At this point, we conclude the section dedicated to the verification of gear design. In the next section, we’ll verify the choice of bearings!

Bearing Choice Verification

Similar to shaft design verification analysis, bearing choice verification consists of a static analysis and fatigue analysis. Contrary to shaft design verification analysis, we don’t need to calculate the internal loads and stresses to go through the analyses. We only need to rely on the components of the reaction force produced by the bearing, a step we already performed in the 1st Part of this tutorial series.

Static Analysis

The static analysis for bearings consists of 2 parts:

1. verification of the minimum load requisite
2. calculation of the static safety factor

The requisite minimum load derives from the fact that in certain applications, the bearing choice is determined by factors other than load.
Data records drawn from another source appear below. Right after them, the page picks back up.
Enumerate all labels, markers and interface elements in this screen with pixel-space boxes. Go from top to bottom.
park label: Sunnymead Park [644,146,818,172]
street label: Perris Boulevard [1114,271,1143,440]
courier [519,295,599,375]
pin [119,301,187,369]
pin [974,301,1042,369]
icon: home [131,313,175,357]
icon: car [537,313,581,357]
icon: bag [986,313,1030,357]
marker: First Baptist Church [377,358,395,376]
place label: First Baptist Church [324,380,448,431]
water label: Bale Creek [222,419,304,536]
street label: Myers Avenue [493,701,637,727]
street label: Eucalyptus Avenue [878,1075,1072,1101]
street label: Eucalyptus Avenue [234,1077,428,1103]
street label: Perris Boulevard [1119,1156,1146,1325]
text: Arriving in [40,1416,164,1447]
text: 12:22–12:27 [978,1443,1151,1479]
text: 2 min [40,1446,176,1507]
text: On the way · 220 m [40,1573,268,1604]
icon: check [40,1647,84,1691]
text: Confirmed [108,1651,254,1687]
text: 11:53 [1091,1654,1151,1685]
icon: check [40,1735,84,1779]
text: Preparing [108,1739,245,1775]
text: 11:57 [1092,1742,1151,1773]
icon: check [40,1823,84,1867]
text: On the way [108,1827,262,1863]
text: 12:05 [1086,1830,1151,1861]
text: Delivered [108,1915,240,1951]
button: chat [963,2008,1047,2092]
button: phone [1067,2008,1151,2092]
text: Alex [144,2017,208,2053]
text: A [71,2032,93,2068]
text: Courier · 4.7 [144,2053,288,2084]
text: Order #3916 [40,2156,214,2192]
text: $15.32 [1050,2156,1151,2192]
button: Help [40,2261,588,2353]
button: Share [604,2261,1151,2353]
These factors can be related to a shaft diameter constraint, or a critical speed constraint. In applications where the bearing is subjected to light loads, failure mechanisms such as skidding and smearing of raceways or cage damage can prevail over fatigue.

In general, the minimum load should follow the set of rules defined by the following simple equations:

$$ F_{rm} \ge 0.01C \text{ for ball bearings} $$

$$ F_{rm} \ge 0.02C \text{ for roller bearings} $$

Where C is the dynamic basic load rating of the bearing.
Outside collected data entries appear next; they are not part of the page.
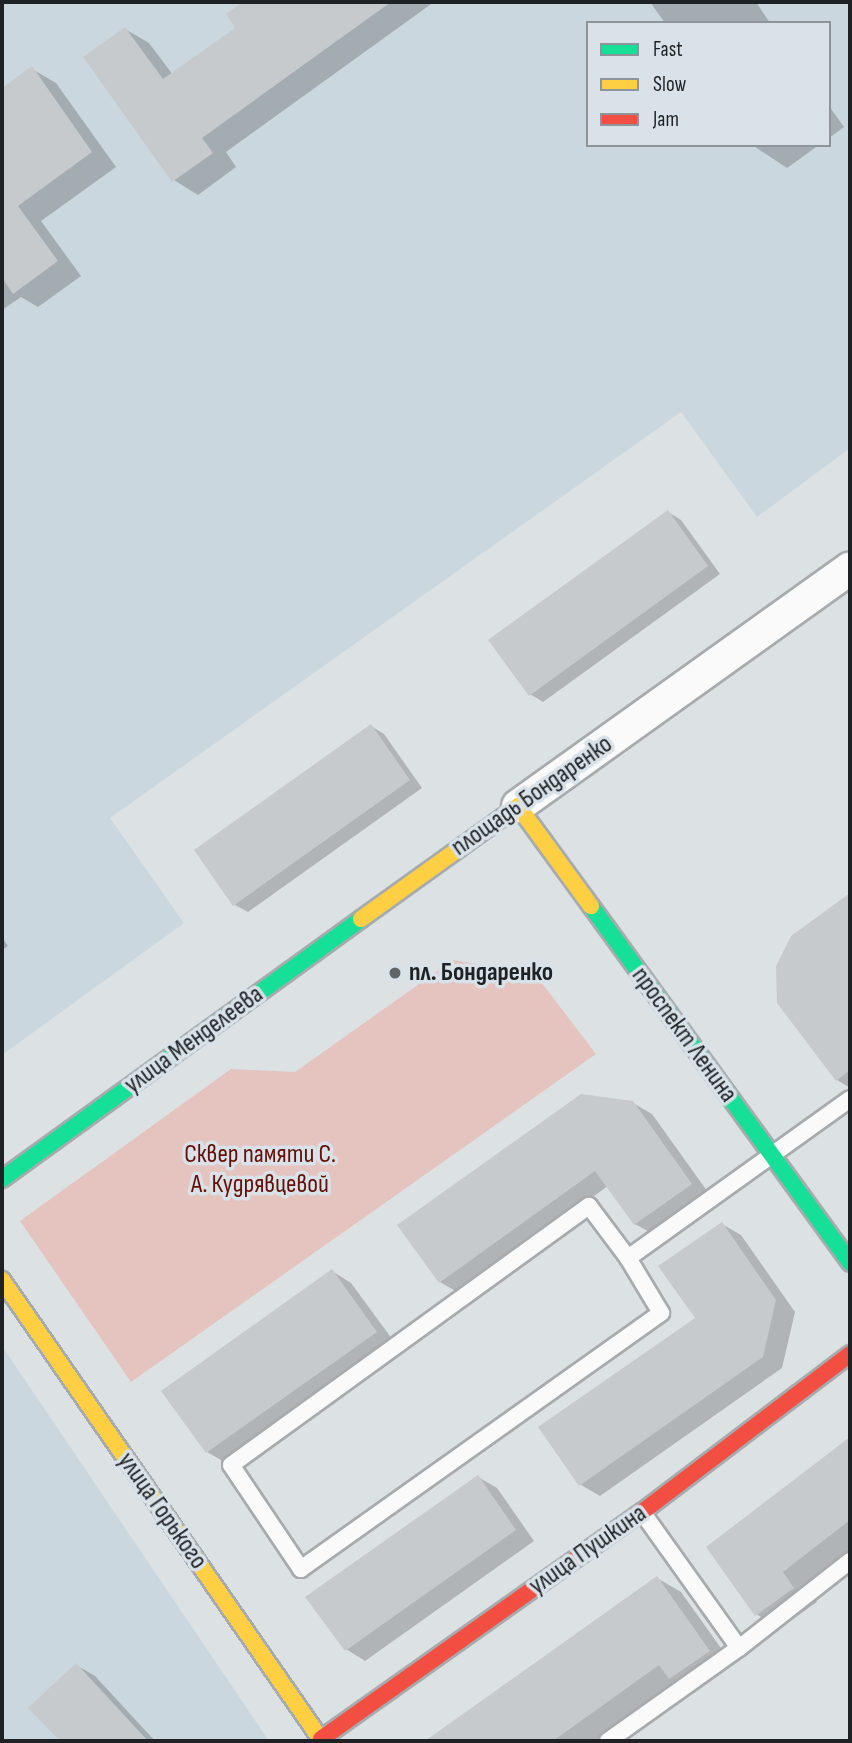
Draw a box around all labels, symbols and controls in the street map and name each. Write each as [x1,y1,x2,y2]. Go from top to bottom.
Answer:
legend [586,21,831,147]
text: Fast [653,37,683,62]
text: Slow [653,72,686,97]
text: Jam [653,107,679,132]
street label: площадь Бондаренко [446,729,618,863]
place label: пл. Бондаренко [409,957,553,989]
street label: проспект Ленина [624,961,744,1109]
marker: пл. Бондаренко [387,965,403,981]
street label: улица Менделеева [119,979,269,1101]
park label: Сквер памяти С. А. Кудрявцевой [184,1139,336,1200]
street label: улица Горького [110,1447,214,1575]
street label: улица Пушкина [523,1498,653,1602]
To calculate the static safety factor, we use the following formula:

$$ s_0 = \frac{C_0}{P_0} $$

where:

• $\bold{C_0}$: required basic static load rating
• $\bold{P_0}$: equivalent static bearing load

The required basic static load bearing is reported in the SKF Catalogue and is a property that we passed to the toolbox when defining the bearings. The equivalent static bearing load instead is calculated based on the radial and axial components of the reaction force produced by the bearing. The catalogue offers different possibilities for calculating this hypothetical load based on the bearing type and bearing arrangement. However, you don’t need to deal with that as the toolbox will figure out this for you!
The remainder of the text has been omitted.